### What the task asks:
Any images in the material are to be dropped while every line is retyped exactly.

### Source material:
----------------------------------------
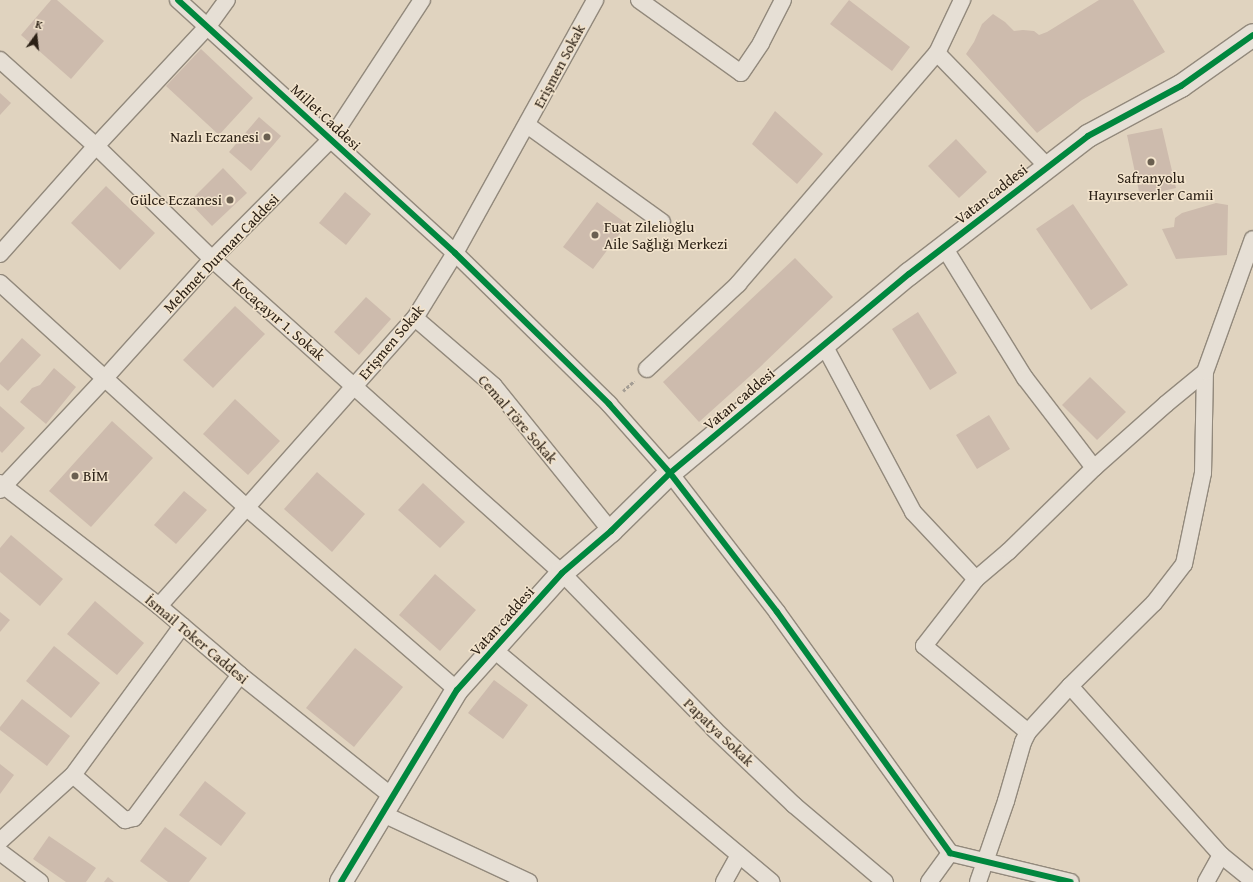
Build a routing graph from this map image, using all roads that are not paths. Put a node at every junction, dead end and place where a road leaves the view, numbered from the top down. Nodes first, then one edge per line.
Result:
1 (178, 0) edge
2 (227, 0) edge
3 (422, 0) edge
4 (595, 0) edge
5 (639, 0) edge
6 (783, 0) edge
7 (962, 0) edge
8 (208, 26) junction
9 (1253, 35) edge
10 (936, 53) junction
11 (0, 60) edge
12 (527, 125) junction
13 (331, 139) junction
14 (96, 146) junction
15 (1048, 167) junction
16 (662, 222) dead end
17 (1252, 244) edge
18 (944, 247) junction
19 (455, 253) junction
20 (0, 254) edge
21 (212, 259) junction
22 (0, 284) edge
23 (415, 318) junction
24 (824, 345) junction
25 (647, 369) road end
26 (1205, 372) junction
27 (105, 378) junction
28 (354, 385) junction
29 (1094, 468) junction
30 (670, 473) junction
31 (1, 486) edge
32 (247, 508) junction
33 (611, 531) junction
34 (562, 573) junction
35 (976, 579) junction
36 (159, 606) junction
37 (182, 626) junction
38 (494, 649) junction
39 (240, 675) junction
40 (1070, 686) junction
41 (457, 690) junction
42 (1028, 732) junction
43 (72, 775) junction
44 (388, 805) junction
45 (0, 841) edge
46 (0, 852) edge
47 (950, 852) junction
48 (739, 855) junction
49 (1221, 855) junction
50 (985, 861) junction
51 (1253, 881) edge
52 (40, 882) edge
53 (341, 882) edge
54 (529, 882) edge
55 (724, 882) edge
56 (772, 882) edge
57 (884, 882) edge
58 (929, 882) edge
59 (978, 882) edge
60 (1072, 882) edge
61 (1206, 882) edge

1 - 8 street, Millet Caddesi
2 - 8 street
3 - 13 street, Mehmet Durman Caddesi
4 - 12 street, Erişmen Sokak
5 - 6 street
7 - 10 street
8 - 13 street, Millet Caddesi
8 - 14 street
9 - 15 street, Vatan caddesi
10 - 15 street
10 - 25 street
11 - 14 street, Kocaçayır 1. Sokak
12 - 16 street
12 - 19 street, Erişmen Sokak
13 - 19 street, Millet Caddesi
13 - 21 street, Mehmet Durman Caddesi
14 - 20 street
14 - 21 street, Kocaçayır 1. Sokak
15 - 18 street, Vatan caddesi
17 - 26 street
18 - 24 street, Vatan caddesi
18 - 29 street
19 - 23 street, Erişmen Sokak
19 - 30 street, Millet Caddesi
21 - 27 street, Mehmet Durman Caddesi
21 - 28 street, Kocaçayır 1. Sokak
22 - 27 street
23 - 28 street, Erişmen Sokak
23 - 33 street, Cemal Töre Sokak
24 - 30 street, Vatan caddesi
24 - 35 street
26 - 29 street
26 - 40 street
27 - 31 street, Mehmet Durman Caddesi
27 - 32 street
28 - 32 street, Erişmen Sokak
28 - 34 street, Kocaçayır 1. Sokak
29 - 35 street
30 - 33 street, Vatan caddesi
30 - 47 street, Millet Caddesi
31 - 36 street, İsmail Toker Caddesi
32 - 36 street, Erişmen Sokak
32 - 41 street
33 - 34 street, Vatan caddesi
34 - 38 street, Vatan caddesi
34 - 57 street, Papatya Sokak
35 - 42 street
36 - 37 street, İsmail Toker Caddesi
37 - 39 street, İsmail Toker Caddesi
37 - 43 street
38 - 41 street, Vatan caddesi
38 - 48 street
39 - 43 street
39 - 44 street, İsmail Toker Caddesi
40 - 42 street
40 - 49 street
41 - 44 street, Vatan caddesi
42 - 50 street
43 - 45 street
44 - 53 street, Vatan caddesi
44 - 54 street, İsmail Toker Caddesi
46 - 52 street
47 - 50 street
47 - 58 street
48 - 55 street
48 - 56 street
49 - 51 street
49 - 61 street
50 - 59 street
50 - 60 street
----------------------------------------
### Answer below:
Build a routing graph from this map image, using all roads that are not paths. Put a node at every junction, dead end and place where a road leaves the view, numbered from the top down. Nodes first, then one edge per line.
Result:
1 (178, 0) edge
2 (227, 0) edge
3 (422, 0) edge
4 (595, 0) edge
5 (639, 0) edge
6 (783, 0) edge
7 (962, 0) edge
8 (208, 26) junction
9 (1253, 35) edge
10 (936, 53) junction
11 (0, 60) edge
12 (527, 125) junction
13 (331, 139) junction
14 (96, 146) junction
15 (1048, 167) junction
16 (662, 222) dead end
17 (1252, 244) edge
18 (944, 247) junction
19 (455, 253) junction
20 (0, 254) edge
21 (212, 259) junction
22 (0, 284) edge
23 (415, 318) junction
24 (824, 345) junction
25 (647, 369) road end
26 (1205, 372) junction
27 (105, 378) junction
28 (354, 385) junction
29 (1094, 468) junction
30 (670, 473) junction
31 (1, 486) edge
32 (247, 508) junction
33 (611, 531) junction
34 (562, 573) junction
35 (976, 579) junction
36 (159, 606) junction
37 (182, 626) junction
38 (494, 649) junction
39 (240, 675) junction
40 (1070, 686) junction
41 (457, 690) junction
42 (1028, 732) junction
43 (72, 775) junction
44 (388, 805) junction
45 (0, 841) edge
46 (0, 852) edge
47 (950, 852) junction
48 (739, 855) junction
49 (1221, 855) junction
50 (985, 861) junction
51 (1253, 881) edge
52 (40, 882) edge
53 (341, 882) edge
54 (529, 882) edge
55 (724, 882) edge
56 (772, 882) edge
57 (884, 882) edge
58 (929, 882) edge
59 (978, 882) edge
60 (1072, 882) edge
61 (1206, 882) edge

1 - 8 street, Millet Caddesi
2 - 8 street
3 - 13 street, Mehmet Durman Caddesi
4 - 12 street, Erişmen Sokak
5 - 6 street
7 - 10 street
8 - 13 street, Millet Caddesi
8 - 14 street
9 - 15 street, Vatan caddesi
10 - 15 street
10 - 25 street
11 - 14 street, Kocaçayır 1. Sokak
12 - 16 street
12 - 19 street, Erişmen Sokak
13 - 19 street, Millet Caddesi
13 - 21 street, Mehmet Durman Caddesi
14 - 20 street
14 - 21 street, Kocaçayır 1. Sokak
15 - 18 street, Vatan caddesi
17 - 26 street
18 - 24 street, Vatan caddesi
18 - 29 street
19 - 23 street, Erişmen Sokak
19 - 30 street, Millet Caddesi
21 - 27 street, Mehmet Durman Caddesi
21 - 28 street, Kocaçayır 1. Sokak
22 - 27 street
23 - 28 street, Erişmen Sokak
23 - 33 street, Cemal Töre Sokak
24 - 30 street, Vatan caddesi
24 - 35 street
26 - 29 street
26 - 40 street
27 - 31 street, Mehmet Durman Caddesi
27 - 32 street
28 - 32 street, Erişmen Sokak
28 - 34 street, Kocaçayır 1. Sokak
29 - 35 street
30 - 33 street, Vatan caddesi
30 - 47 street, Millet Caddesi
31 - 36 street, İsmail Toker Caddesi
32 - 36 street, Erişmen Sokak
32 - 41 street
33 - 34 street, Vatan caddesi
34 - 38 street, Vatan caddesi
34 - 57 street, Papatya Sokak
35 - 42 street
36 - 37 street, İsmail Toker Caddesi
37 - 39 street, İsmail Toker Caddesi
37 - 43 street
38 - 41 street, Vatan caddesi
38 - 48 street
39 - 43 street
39 - 44 street, İsmail Toker Caddesi
40 - 42 street
40 - 49 street
41 - 44 street, Vatan caddesi
42 - 50 street
43 - 45 street
44 - 53 street, Vatan caddesi
44 - 54 street, İsmail Toker Caddesi
46 - 52 street
47 - 50 street
47 - 58 street
48 - 55 street
48 - 56 street
49 - 51 street
49 - 61 street
50 - 59 street
50 - 60 street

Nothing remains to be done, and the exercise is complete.